New HIV drug adds to medical arsenal, but still no quick fix

    A new HIV drug, Tivicay, will hit the market this month following its approval by the Food and Drug Administration.

    It was developed by ViiV, a joint venture of GlaxoSmithKline PLC and Pfizer Inc., both companies with a big presence in the Delaware Valley.

    Tivicay joins a newer drug class that blocks an enzyme involved in the replication of HIV in one’s body. Untreated, HIV can attack immune systems, making patients susceptible to serious, fatal infections.

    A new option

    Area doctors who specialize in treating HIV welcome the new drug, intended for newly infected and long-term HIV patients. They caution, however, that it’s no quick fix.

    Dr. Kathleen Squires, director of infectious diseases at Thomas Jefferson University Hospital, wasn’t involved in the drug’s development but said she thinks it’s promising for patients, especially those few who are resistant to similar types of drugs.

    “It’s exciting to see a new drug on the market in terms of really being able to individualize care for HIV-infected patients and to give them an array of options based on the number of pills a day, side effects from the drugs, and being able to show how well they’re able to suppress their infection,” Squires said.

    Dr. Karam Mounzer, clinic director of the Jonathan Lax Treatment Center in Center City Philadelphia, was a principal investigator on three studies involved in the development of the drug.

    “It is a welcome addition,” Mounzer said. “You want a simple regimen that is well-tolerated, that you know will suppress a virus, and that you know if the patient skips a dose here and there, you don’t want the regimen to select resistance.”

    Part of what makes Tivicay appealing, he said, is its prospects of being combined with other medications into one pill, taken once a day, down the road.

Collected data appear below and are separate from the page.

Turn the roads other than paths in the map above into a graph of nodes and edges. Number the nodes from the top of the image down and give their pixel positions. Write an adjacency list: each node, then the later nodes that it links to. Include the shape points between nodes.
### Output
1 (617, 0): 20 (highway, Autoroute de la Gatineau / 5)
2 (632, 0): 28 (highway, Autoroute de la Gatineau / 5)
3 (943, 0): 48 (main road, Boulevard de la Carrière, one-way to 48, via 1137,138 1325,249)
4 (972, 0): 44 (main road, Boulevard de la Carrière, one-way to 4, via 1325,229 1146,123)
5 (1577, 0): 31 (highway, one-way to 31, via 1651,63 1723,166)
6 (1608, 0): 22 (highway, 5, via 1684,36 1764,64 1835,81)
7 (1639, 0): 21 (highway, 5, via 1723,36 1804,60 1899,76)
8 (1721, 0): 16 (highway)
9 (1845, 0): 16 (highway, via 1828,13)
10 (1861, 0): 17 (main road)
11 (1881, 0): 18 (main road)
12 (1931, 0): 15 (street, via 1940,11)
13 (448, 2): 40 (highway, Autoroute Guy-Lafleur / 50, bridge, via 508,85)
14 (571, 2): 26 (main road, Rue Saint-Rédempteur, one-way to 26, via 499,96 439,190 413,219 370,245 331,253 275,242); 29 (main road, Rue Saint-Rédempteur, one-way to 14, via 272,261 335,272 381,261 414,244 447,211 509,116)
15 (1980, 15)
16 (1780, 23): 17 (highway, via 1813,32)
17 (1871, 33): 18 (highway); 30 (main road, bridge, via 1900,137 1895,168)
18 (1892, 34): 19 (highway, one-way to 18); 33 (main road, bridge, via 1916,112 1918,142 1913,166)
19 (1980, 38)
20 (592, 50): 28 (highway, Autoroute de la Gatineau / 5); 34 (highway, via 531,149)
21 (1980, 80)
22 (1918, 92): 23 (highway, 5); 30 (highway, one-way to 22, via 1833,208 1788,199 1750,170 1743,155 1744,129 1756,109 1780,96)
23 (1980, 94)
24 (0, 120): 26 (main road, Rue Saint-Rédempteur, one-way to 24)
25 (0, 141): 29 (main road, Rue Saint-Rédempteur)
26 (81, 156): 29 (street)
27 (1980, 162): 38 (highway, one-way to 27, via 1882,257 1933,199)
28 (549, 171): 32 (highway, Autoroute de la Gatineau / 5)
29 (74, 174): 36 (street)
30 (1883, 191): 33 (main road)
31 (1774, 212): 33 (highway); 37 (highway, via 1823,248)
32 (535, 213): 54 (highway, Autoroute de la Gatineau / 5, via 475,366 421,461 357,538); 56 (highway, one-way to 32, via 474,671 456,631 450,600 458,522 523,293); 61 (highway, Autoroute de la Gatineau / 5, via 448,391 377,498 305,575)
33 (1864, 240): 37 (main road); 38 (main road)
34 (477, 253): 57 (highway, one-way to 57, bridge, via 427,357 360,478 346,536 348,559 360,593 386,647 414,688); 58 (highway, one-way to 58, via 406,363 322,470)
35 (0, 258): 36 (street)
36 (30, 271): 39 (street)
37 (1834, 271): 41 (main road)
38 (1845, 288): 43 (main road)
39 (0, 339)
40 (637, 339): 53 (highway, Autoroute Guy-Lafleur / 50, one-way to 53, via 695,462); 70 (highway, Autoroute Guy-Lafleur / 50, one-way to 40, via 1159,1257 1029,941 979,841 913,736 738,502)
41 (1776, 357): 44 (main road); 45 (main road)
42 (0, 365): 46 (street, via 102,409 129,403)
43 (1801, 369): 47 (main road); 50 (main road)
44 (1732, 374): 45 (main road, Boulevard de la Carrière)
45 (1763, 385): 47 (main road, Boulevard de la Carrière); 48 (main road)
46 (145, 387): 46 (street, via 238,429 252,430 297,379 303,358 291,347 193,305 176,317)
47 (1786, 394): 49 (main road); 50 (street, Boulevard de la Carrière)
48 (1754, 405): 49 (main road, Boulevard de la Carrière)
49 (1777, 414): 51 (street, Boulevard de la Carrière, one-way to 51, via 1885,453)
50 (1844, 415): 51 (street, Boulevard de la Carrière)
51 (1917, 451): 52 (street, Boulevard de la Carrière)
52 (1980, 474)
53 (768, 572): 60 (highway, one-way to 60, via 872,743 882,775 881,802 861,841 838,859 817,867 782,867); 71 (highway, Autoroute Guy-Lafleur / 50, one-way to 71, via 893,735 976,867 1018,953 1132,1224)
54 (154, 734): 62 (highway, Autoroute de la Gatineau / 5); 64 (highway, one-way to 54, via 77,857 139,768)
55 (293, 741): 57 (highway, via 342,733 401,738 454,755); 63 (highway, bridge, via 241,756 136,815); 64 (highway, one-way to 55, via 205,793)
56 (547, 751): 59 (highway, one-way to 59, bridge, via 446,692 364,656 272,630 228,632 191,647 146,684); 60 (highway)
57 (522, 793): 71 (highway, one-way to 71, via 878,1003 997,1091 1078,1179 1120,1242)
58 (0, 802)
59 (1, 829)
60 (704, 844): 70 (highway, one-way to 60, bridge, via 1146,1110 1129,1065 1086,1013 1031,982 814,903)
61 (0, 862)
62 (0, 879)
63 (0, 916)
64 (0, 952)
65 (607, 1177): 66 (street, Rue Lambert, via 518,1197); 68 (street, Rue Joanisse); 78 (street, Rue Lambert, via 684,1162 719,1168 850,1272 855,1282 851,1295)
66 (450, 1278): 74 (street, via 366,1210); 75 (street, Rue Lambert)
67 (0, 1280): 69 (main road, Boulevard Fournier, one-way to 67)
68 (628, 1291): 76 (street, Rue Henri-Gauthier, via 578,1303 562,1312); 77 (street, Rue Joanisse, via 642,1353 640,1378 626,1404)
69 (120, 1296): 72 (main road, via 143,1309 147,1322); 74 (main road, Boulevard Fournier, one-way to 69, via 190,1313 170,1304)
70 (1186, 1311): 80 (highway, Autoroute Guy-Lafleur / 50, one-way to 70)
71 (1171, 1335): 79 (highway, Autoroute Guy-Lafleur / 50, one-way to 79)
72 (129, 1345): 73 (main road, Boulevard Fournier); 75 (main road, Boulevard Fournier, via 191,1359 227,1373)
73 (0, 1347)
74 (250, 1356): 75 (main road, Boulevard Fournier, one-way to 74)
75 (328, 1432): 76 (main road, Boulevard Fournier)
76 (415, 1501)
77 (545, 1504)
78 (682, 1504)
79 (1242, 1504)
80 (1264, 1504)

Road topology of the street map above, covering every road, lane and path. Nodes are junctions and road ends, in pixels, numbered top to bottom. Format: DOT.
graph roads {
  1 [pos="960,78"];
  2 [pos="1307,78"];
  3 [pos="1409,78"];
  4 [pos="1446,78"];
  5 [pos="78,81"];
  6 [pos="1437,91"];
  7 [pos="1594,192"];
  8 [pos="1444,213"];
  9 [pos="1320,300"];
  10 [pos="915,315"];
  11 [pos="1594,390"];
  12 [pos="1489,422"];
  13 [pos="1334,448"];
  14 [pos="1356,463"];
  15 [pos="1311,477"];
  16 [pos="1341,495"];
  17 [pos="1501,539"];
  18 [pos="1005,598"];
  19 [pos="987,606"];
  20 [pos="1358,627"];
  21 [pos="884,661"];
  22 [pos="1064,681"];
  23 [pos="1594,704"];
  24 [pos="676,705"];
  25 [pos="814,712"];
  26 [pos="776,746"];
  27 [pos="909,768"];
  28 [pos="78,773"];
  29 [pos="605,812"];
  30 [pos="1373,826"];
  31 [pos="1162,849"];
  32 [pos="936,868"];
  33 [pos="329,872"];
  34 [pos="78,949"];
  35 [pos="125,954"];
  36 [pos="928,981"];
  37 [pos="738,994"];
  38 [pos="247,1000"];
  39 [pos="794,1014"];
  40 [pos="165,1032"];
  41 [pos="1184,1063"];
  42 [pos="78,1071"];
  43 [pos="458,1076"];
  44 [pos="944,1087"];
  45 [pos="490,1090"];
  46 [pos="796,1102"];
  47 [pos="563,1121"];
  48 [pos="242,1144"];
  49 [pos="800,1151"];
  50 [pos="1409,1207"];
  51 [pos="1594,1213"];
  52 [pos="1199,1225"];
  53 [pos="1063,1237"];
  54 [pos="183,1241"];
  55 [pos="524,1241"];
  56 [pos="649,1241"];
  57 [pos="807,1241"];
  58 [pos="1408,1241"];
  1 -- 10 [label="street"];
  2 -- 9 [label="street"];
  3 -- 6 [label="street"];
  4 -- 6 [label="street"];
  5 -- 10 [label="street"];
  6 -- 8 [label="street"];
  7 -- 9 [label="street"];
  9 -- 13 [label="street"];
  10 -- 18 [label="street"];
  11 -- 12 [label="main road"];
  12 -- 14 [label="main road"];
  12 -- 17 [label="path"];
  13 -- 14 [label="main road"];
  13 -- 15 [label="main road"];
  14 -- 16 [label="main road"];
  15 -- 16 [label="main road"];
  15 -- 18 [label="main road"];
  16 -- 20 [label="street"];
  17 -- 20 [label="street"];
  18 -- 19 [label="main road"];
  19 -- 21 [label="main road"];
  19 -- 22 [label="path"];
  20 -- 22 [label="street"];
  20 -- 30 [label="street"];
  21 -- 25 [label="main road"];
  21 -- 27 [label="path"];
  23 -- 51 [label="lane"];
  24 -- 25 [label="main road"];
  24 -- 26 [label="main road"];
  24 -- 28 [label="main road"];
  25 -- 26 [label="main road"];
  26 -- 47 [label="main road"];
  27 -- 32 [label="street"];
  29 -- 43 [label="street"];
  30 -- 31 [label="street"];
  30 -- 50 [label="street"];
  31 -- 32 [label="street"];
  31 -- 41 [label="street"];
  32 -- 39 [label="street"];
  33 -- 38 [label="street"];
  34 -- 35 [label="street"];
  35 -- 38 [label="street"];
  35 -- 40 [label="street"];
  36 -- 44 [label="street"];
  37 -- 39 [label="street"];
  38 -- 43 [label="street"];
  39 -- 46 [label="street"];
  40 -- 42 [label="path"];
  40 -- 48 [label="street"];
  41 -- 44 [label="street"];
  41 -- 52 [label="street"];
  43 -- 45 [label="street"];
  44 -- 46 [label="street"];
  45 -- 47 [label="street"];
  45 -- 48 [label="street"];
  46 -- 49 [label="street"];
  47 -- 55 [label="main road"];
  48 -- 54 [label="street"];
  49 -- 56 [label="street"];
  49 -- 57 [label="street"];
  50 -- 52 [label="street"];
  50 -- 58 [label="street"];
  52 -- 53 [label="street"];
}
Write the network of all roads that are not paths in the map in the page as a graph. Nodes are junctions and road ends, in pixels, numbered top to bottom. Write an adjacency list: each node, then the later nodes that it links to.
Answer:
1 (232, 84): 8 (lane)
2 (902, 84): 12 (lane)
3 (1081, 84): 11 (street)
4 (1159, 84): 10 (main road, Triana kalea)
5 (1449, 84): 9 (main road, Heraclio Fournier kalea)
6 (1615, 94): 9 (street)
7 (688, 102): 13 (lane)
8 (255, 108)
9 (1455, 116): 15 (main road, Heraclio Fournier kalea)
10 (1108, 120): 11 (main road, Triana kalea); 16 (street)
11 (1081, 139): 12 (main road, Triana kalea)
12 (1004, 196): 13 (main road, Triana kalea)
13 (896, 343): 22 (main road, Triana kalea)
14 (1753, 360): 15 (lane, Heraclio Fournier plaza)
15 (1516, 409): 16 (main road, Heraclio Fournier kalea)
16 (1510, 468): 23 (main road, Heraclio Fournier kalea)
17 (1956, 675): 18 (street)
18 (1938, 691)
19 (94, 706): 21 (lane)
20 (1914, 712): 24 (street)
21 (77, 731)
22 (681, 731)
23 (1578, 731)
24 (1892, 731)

    Dr. Jody Borgman, director of the Immunodeficiency Clinic at Einstein Medical Center, agreed, saying that would give patients another easy treatment possibility. That ease can help assure adherence to the treatment, an important determinant in how well a drug actually works.

    “New drugs aren’t always the issue,” Borgman said. “It’s finding drugs that patients will take.”

    Not a game-changer

    In the late ’90s and early 2000s, there was just one HIV drug available, and it may not have been that effective for patients over time. That has since changed, with more than two dozen HIV drugs available today.

    “We’ve gotten better drugs that people can tolerate better,” Borgman said. Earlier medications had more side effects and had more complicated treatment schedules, leading to missed dosages and more drug resistance.

    The regimens have gotten a lot simpler, going from multiple pills multiple times a day to one to three pills one or two times a day.

    “We certainly have a lot of options,” Borgman said. “We can definitely get by without this” new drug.

    Underlying challenges

    There are several other factors, beyond drug options, in assuring the long-term health of an individual with HIV, according to Borgman and others.

    Dr. Robert Gross, an HIV researcher at the University of Pennsylvania who treats patients at the Philadelphia VA, said other health services and behavioral issues “are actually more in the forefront in my mind and most other HIV providers.”

    Gross said bigger challenges to ensuring people with HIV stay healthy include identifying who’s infected and encouraging people to get tested for the virus. Battling the stigma associated HIV continues to be an issue, he said, as is successfully connecting people with continued care.

    According to the city health department, about 19,000 people are living with HIV/AIDS in Philadelphia.